Information belongs to the government of the People’s Republic of China, apparently.  Especially when it’s investment information, information that might facilitate the prosperity of individual citizens and their businesses, information that might lessen their dependence on and control by, that government.

A Chinese quasi-regulator told the country’s top raters of investment funds to stop publicizing the sizes of money-market mutual funds, in what is being seen as another attempt by Beijing to slow the industry’s rapid pace of asset accumulation.

Because an informed investor can make his own decisions instead of the decisions Government wants him to make.
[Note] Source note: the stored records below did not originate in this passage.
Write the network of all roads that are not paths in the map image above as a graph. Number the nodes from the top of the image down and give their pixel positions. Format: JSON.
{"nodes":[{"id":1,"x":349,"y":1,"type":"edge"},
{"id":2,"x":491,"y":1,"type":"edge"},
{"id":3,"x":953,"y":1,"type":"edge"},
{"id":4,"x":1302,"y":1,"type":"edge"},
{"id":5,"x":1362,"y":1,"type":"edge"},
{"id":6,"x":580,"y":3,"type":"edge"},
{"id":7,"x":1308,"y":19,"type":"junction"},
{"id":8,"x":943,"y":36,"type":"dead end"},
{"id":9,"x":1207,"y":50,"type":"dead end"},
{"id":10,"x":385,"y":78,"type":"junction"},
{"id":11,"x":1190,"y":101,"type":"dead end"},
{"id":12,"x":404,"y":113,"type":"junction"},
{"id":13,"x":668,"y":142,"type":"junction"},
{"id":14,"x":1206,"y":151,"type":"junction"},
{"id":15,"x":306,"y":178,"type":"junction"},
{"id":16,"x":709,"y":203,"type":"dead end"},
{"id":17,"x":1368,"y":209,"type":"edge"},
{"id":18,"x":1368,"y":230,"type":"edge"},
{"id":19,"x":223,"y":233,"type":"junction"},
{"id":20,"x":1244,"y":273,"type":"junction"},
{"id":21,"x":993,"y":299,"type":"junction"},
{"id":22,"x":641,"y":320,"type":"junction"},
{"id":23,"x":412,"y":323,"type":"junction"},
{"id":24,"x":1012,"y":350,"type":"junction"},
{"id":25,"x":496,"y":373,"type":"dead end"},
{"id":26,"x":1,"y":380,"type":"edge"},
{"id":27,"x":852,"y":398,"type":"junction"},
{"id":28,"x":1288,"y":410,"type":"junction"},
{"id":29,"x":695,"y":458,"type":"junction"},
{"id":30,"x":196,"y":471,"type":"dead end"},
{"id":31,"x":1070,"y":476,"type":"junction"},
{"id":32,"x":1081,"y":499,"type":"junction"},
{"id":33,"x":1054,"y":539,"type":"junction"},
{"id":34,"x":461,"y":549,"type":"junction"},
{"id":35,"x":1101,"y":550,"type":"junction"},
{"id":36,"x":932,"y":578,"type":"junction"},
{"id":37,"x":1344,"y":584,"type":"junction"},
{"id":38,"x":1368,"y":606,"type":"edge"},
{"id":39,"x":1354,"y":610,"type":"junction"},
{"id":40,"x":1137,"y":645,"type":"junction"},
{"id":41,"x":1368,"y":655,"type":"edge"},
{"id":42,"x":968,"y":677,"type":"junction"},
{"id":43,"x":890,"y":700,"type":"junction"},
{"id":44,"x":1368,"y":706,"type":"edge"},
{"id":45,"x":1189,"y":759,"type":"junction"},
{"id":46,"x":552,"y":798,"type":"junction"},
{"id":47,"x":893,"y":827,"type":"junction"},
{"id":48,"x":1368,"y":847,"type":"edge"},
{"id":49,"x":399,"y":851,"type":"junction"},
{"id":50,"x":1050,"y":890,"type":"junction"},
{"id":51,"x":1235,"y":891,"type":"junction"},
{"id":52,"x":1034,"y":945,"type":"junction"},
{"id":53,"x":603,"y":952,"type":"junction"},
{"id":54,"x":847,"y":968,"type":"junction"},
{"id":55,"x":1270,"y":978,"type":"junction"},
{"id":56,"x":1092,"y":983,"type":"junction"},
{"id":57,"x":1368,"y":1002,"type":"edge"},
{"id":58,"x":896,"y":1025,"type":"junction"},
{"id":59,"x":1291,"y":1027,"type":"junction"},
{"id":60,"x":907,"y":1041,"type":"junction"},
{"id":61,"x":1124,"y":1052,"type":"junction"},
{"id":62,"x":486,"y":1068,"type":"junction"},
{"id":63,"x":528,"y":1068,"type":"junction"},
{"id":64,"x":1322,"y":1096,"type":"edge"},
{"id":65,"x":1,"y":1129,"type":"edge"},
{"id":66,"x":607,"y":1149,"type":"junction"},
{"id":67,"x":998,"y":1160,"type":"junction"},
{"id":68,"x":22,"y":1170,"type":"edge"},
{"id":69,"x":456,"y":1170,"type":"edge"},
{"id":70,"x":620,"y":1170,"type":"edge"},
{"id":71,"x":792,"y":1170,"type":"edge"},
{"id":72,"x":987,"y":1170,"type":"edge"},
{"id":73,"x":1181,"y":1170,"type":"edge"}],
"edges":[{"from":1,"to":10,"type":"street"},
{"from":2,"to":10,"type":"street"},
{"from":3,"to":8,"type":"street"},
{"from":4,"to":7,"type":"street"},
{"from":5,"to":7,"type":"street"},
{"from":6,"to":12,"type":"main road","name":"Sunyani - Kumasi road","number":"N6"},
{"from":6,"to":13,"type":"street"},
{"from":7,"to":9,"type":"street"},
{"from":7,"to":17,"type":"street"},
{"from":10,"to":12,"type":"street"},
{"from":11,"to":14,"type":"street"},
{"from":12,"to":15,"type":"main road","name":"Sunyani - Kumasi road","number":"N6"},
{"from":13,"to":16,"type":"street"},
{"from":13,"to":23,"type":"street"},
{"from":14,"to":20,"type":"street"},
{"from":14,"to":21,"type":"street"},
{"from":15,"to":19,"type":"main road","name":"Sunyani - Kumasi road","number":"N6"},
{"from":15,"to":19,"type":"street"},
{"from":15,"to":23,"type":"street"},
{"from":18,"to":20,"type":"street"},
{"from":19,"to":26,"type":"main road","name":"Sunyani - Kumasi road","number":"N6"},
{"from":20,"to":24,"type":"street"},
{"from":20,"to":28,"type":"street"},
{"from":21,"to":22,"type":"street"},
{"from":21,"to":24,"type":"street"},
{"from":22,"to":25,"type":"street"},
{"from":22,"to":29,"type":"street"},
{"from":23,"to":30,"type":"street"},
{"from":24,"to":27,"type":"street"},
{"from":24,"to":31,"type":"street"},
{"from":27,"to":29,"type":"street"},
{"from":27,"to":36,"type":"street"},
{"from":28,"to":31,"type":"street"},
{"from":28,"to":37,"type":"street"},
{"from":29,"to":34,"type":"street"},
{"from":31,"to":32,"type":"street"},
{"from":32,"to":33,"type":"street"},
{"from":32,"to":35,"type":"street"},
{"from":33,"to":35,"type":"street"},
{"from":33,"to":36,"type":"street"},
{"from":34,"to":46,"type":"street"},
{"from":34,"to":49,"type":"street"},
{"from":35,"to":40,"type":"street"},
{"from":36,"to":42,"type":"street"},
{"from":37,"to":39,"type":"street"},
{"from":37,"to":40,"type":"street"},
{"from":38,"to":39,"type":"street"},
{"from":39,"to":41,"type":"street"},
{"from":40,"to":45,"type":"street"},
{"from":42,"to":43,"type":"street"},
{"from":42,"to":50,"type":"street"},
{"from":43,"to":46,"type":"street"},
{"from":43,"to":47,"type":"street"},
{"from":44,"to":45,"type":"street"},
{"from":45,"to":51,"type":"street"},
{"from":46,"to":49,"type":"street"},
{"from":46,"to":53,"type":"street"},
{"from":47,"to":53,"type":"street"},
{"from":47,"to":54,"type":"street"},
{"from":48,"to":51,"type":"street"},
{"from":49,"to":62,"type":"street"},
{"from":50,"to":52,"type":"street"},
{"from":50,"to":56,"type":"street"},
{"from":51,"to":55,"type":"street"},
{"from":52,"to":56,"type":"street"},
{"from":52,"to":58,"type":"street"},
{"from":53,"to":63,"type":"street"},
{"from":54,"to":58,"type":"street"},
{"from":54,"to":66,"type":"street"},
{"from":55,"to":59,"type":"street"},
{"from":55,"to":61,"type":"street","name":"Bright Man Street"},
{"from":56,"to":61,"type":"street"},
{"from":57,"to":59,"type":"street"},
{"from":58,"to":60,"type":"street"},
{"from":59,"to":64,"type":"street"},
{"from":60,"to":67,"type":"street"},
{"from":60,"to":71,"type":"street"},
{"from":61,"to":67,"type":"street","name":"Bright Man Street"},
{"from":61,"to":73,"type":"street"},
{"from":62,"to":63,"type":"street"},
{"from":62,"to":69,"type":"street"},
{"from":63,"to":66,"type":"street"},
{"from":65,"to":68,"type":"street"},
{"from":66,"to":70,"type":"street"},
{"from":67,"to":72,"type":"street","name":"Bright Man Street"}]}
A copy of an internal directive reviewed by The Wall Street Journal told firms that rate and rank investment funds to avoid publishing the asset sizes for money-market funds, which could have the effect of drawing more investors to the largest funds.

Which would (in a free market) have the knock-on effect of competition raising rates paid investors in those not-largest funds, which would benefit the investors.  And the further knock-on effects of drawing yet more money into the funds and of adding liquidity to these short-term instruments which would facilitate the short-term borrowing (useful for inventory control, meeting payroll, etc) of businesses.  Which would have the further knock-on effect of spurring the private economy and not the Communist Party of China’s controlled economy.

Gotta keep the peasants down on the farm.  The cities are collecting too many of them, anyway.

Unless it’s proprietary or a matter of national secrets, information isn’t controlled by Government beyond a couple of laws protecting intellectual property and those secrets.  In free nations, anyway.